Nina ragu melewati koridor itu.
Dilihatnya senior-senior laki-laki sedang menghisap rokok berdiri memenuhi
bangku teras. Jalan satu-satunya yang harus dilewati Nina untuk keluar dari
kompleks universitas. Akhirnya Nina menelan ludah dan memberanikan diri
melewati koridor itu.
Nina berjalan perlahan, takut kalau
sampai senior-senior itu terganggu dengan kedatangan Nina. Nina sedikit
merendahkan tubuh saat salah seorang senior menatapnya. Nina hanya balas
tersenyum. Tiba-tiba sesorang telah berdiri di depannya. Menghalangi jalannya.
Nina hanya memegangi tasnya dengan erat.
“Mau
kemana Manis?”
“Saya
mau pulang kak, permisi kak, maaf ganggu..”
“Eiit,
gak ganggu kok.. kita main dulu yuk, pulangnya nanti aja, nanti kakak anter..”
“Gak
kak, gak usah, makasih, permisi..”
“Ayolah..”
Senior itu menarik tangan Nina. Nina
mencoba melepaskan genggaman tangan itu
dengan sekuat tenaga. Tapi sia-sia. Tenaga Nina tak sebanding. Ia mencoba
meminta tolong, namun tak ada satupun orang yang terlihat. Senior-senior itu
malah tertawa. Nina terus meronta. Mencoba melepaskan cengkraman tangan yang
semakin kuat. Senior-senior yang lain malah terus menggodanya. Memegang
rambutnya dan dagunya. Membuat Nina semakin takut.

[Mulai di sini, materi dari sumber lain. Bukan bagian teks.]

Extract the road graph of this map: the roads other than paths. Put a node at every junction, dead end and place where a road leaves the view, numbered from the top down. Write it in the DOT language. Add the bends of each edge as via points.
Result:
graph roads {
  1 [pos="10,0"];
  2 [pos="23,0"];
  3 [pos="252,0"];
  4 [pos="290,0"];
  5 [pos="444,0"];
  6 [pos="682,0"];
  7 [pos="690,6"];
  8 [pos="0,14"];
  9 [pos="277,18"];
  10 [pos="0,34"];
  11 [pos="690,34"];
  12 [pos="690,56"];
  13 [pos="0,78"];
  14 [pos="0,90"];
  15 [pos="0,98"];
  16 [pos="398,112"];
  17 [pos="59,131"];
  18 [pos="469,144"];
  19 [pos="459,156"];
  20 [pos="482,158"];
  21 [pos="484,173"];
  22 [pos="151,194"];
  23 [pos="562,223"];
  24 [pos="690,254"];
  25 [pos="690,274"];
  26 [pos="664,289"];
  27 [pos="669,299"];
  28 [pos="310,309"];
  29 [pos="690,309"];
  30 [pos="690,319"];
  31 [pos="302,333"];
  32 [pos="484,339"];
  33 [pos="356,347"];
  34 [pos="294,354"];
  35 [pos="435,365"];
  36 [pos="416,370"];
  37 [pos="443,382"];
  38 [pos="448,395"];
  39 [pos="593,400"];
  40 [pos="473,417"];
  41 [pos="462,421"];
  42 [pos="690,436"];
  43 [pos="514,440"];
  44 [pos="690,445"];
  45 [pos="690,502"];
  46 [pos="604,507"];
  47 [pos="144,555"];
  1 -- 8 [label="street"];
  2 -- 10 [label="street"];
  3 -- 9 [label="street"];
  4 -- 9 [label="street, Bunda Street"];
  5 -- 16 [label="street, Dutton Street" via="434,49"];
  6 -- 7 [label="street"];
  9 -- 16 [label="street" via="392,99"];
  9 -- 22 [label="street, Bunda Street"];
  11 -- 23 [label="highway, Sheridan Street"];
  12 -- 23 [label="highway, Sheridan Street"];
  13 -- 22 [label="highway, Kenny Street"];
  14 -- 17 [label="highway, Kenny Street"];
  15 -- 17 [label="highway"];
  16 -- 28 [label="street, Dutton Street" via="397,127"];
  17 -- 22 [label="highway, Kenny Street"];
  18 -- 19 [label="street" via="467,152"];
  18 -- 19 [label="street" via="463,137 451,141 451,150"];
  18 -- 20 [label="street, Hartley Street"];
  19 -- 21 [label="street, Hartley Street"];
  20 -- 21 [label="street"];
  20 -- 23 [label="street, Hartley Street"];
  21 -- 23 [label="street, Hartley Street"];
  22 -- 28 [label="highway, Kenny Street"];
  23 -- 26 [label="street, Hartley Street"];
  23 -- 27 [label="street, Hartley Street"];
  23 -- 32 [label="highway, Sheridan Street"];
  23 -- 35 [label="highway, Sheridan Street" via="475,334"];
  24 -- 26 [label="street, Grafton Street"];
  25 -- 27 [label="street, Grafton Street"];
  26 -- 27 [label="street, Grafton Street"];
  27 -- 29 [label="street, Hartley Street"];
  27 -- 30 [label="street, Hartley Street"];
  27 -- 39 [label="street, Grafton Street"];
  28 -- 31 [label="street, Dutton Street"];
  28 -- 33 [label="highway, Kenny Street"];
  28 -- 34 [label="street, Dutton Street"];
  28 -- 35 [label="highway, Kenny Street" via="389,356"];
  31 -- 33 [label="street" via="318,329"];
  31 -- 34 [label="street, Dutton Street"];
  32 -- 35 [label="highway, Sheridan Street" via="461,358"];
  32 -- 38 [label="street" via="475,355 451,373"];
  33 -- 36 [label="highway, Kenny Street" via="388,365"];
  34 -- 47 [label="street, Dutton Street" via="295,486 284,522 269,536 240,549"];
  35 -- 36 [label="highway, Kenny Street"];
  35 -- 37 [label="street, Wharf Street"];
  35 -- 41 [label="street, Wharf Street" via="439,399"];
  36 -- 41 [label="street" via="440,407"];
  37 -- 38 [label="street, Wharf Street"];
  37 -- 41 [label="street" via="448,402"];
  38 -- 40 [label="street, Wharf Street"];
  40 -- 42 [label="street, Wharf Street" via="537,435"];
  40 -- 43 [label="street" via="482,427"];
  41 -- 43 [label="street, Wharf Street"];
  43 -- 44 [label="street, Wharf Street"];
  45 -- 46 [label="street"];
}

Tiba-tiba sesorang datang dari arah
belakang memukul wajah senior yang tadinya memegang tangan Nina. Diikuti dengan
serangan bertubi-tubi ke sekawanan senior jahat itu. Nina tak berani melihat.
Orang itu malah membawa Nina ke belakang tubuhnya. Perkelahian terjadi. Sampai
Nina melihat sekawanan senior jahat itu terbaring di lantai koridor sembari
memegangi tubuh mereka yang sakit.
“Dasar
bejat! Lo mau bikin malu kampus? Awas kalo lo berani macem-macem, lo berurusan
sama gue..”
Orang itu berjalan meninggalkan Nina
dan senior-senior itu. Nina baru menyadari kalau orang yang menolongnya adalah
Kak Noe. Kakak senior ospeknya. Ketua BEM jurusan desain properti. Nina mencoba
mengejar dan memanggil Noe. Nina mengikuti Noe sampai ke tempat parkir motor.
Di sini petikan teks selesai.